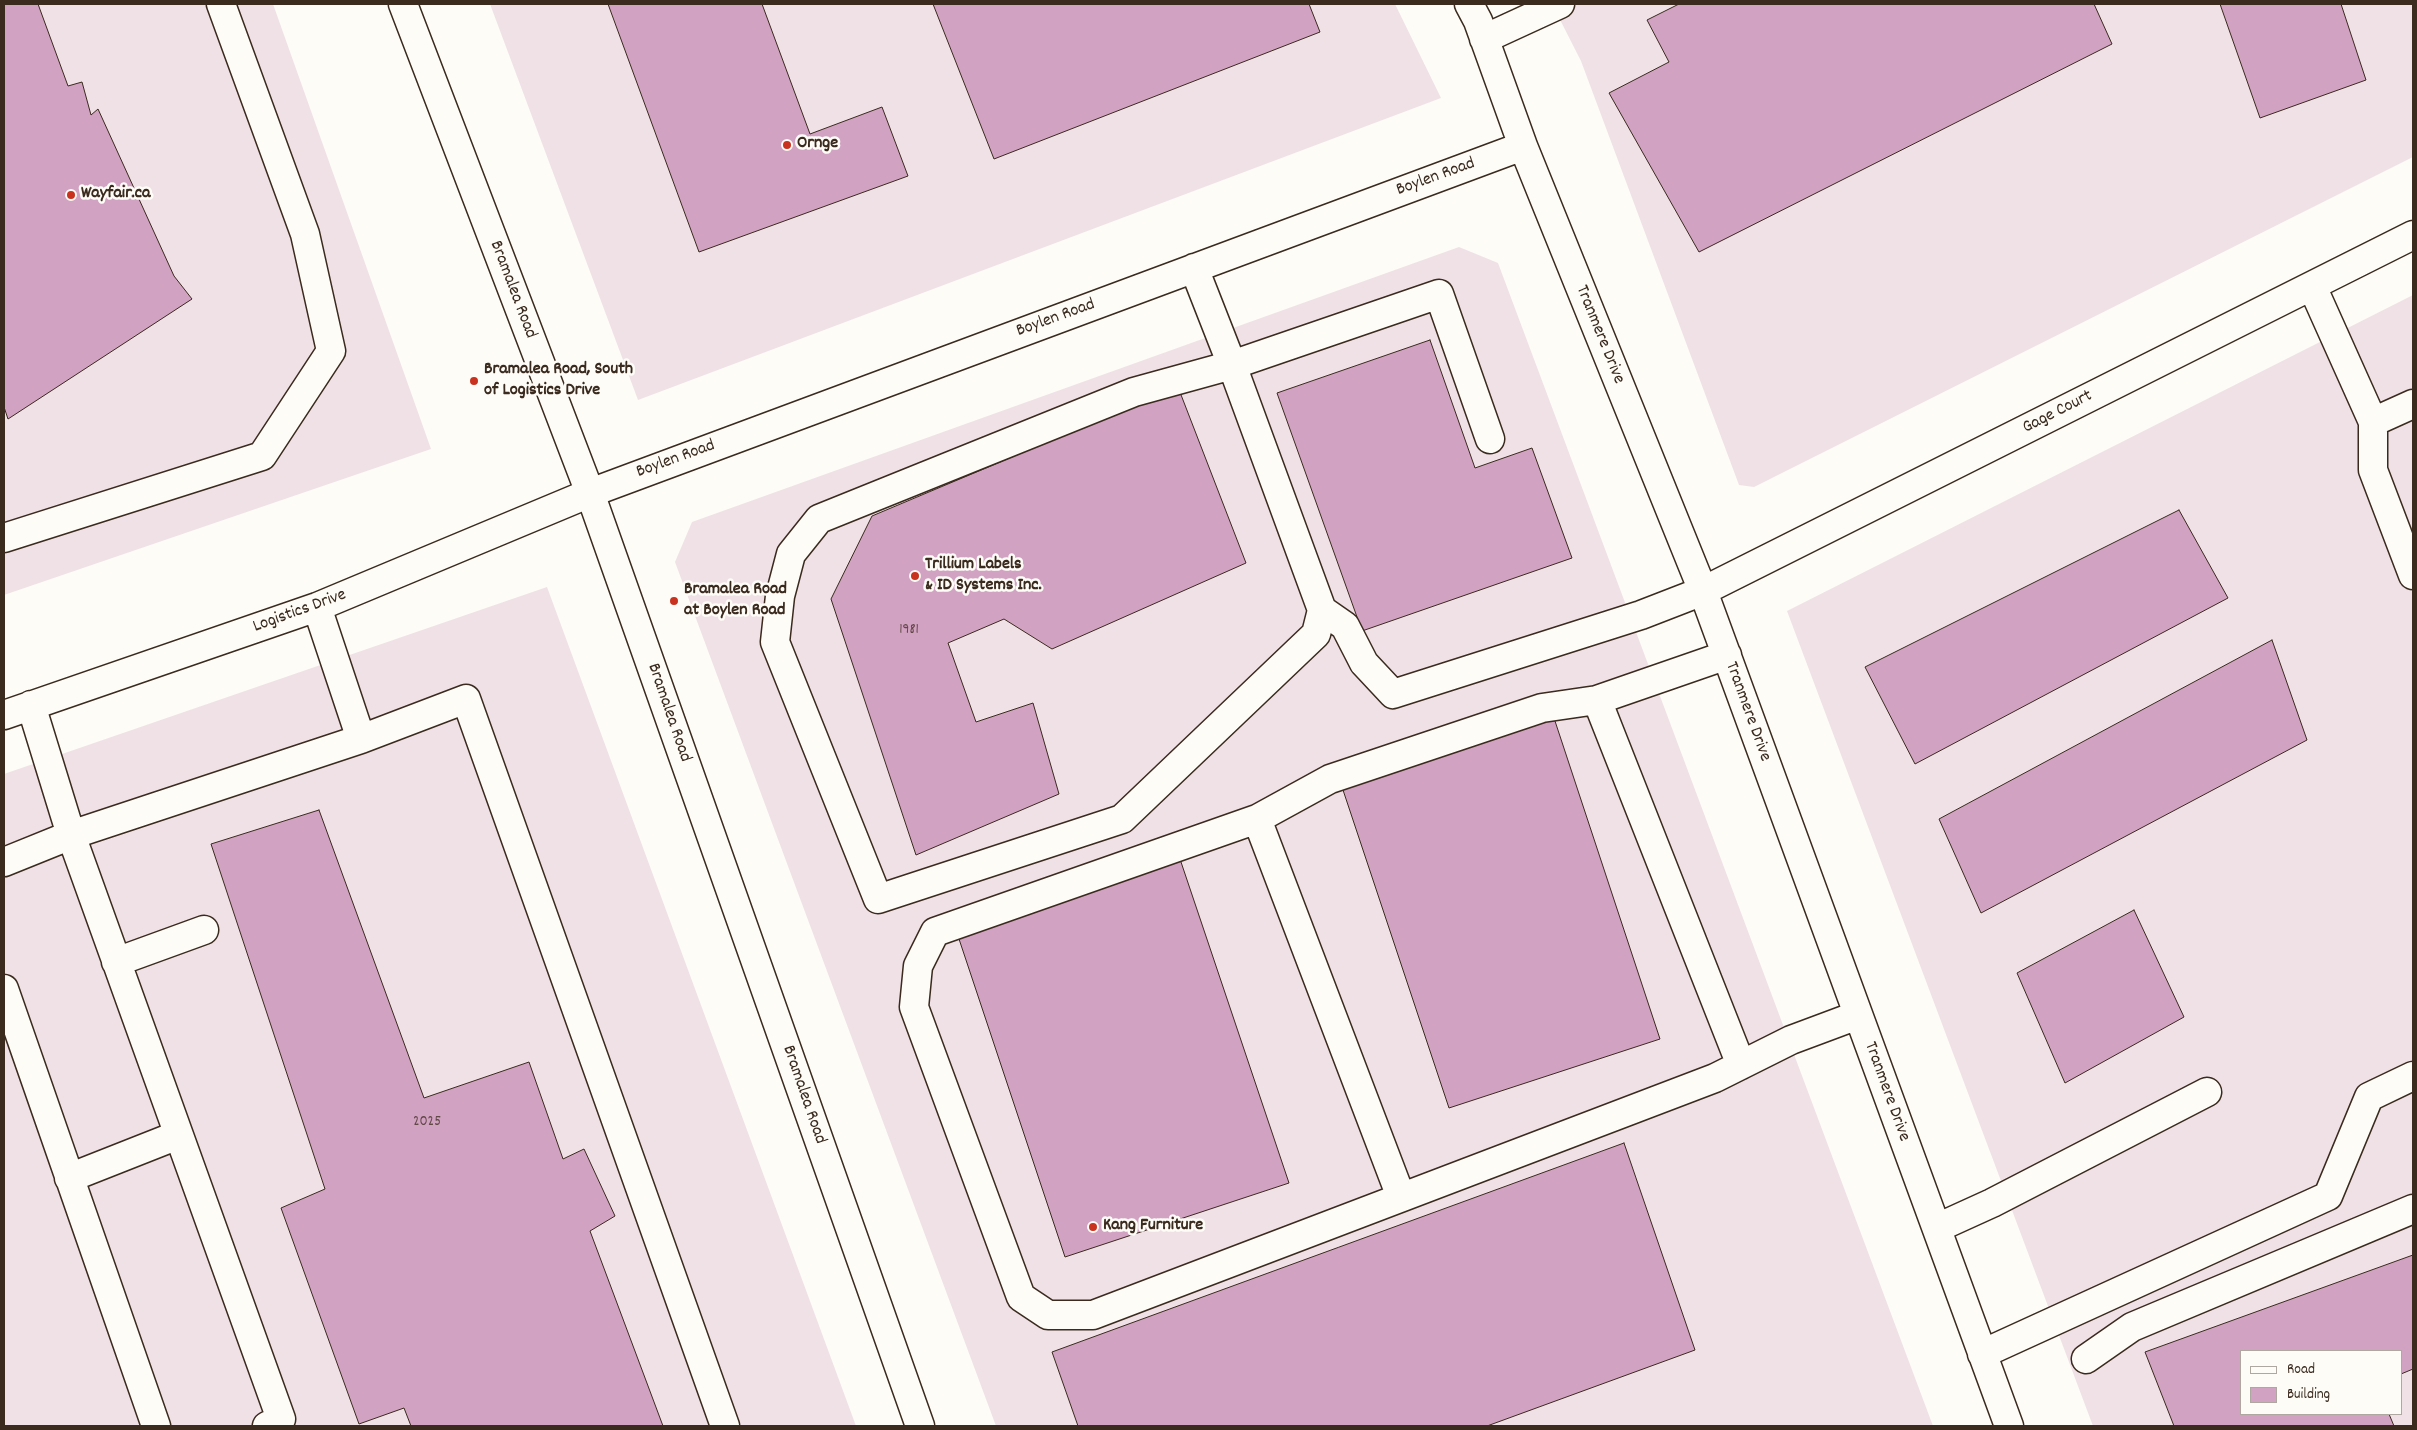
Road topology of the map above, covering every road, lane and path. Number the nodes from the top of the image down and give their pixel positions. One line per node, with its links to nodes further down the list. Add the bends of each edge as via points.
1 (221, 4): 15 (street, via 305,234 331,351 262,456)
2 (403, 4): 14 (street, Bramalea Road)
3 (1468, 4): 5 (street, Tranmere Drive)
4 (1560, 4): 5 (street)
5 (1484, 39): 6 (street, Tranmere Drive)
6 (1523, 146): 8 (street, Boylen Road); 17 (street, Tranmere Drive)
7 (2413, 235): 9 (street, Gage Court)
8 (1194, 268): 10 (street); 14 (street, Boylen Road)
9 (2312, 286): 12 (street); 17 (street, Gage Court)
10 (1232, 365): 13 (street, via 1439,294); 19 (street); 19 (street, via 1134,392 819,519 790,554 780,596 776,642 878,900 1122,819 1316,634)
11 (2413, 404): 12 (street)
12 (2373, 422): 16 (street, via 2373,470)
13 (1490, 439)
14 (590, 493): 18 (street, Logistics Drive); 45 (street, Bramalea Road)
15 (4, 538)
16 (2413, 575)
17 (1704, 591): 19 (street, Gage Court, via 1641,615 1393,694 1364,663 1345,626); 20 (street, Tranmere Drive)
18 (317, 607): 22 (street, Logistics Drive); 24 (street)
19 (1322, 610)
20 (1727, 655): 21 (street); 31 (street, Tranmere Drive)
21 (1597, 700): 25 (street, via 1542,708 1330,779); 32 (street)
22 (31, 705): 23 (street, Logistics Drive); 26 (street)
23 (4, 715)
24 (361, 739): 26 (street); 44 (street, via 466,699)
25 (1257, 819): 37 (street); 37 (street, via 935,932 918,966 914,1007 1021,1297 1048,1315 1093,1315)
26 (71, 835): 27 (street); 29 (street)
27 (4, 862)
28 (204, 930): 29 (street)
29 (116, 962): 35 (street)
30 (4, 989): 36 (street)
31 (1858, 1015): 32 (street, via 1791,1040); 39 (street, Tranmere Drive)
32 (1741, 1065): 37 (street, via 1715,1078)
33 (2413, 1076): 40 (street, via 2369,1097 2328,1196)
34 (2207, 1092): 39 (street)
35 (178, 1135): 36 (street); 42 (street)
36 (69, 1178): 43 (street)
37 (1402, 1198)
38 (2413, 1209): 41 (street, via 2132,1327)
39 (1937, 1228): 40 (street, Tranmere Drive)
40 (1982, 1354): 46 (street, Tranmere Drive)
41 (2086, 1358)
42 (281, 1424)
43 (156, 1426)
44 (725, 1426)
45 (920, 1426)
46 (2009, 1426)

## TASK DIRECTIONS
Report each line in the entries where the string "Boylen" occurs.

## SOLUTION FOR THIS EXERCISE
6 (1523, 146): 8 (street, Boylen Road); 17 (street, Tranmere Drive)
8 (1194, 268): 10 (street); 14 (street, Boylen Road)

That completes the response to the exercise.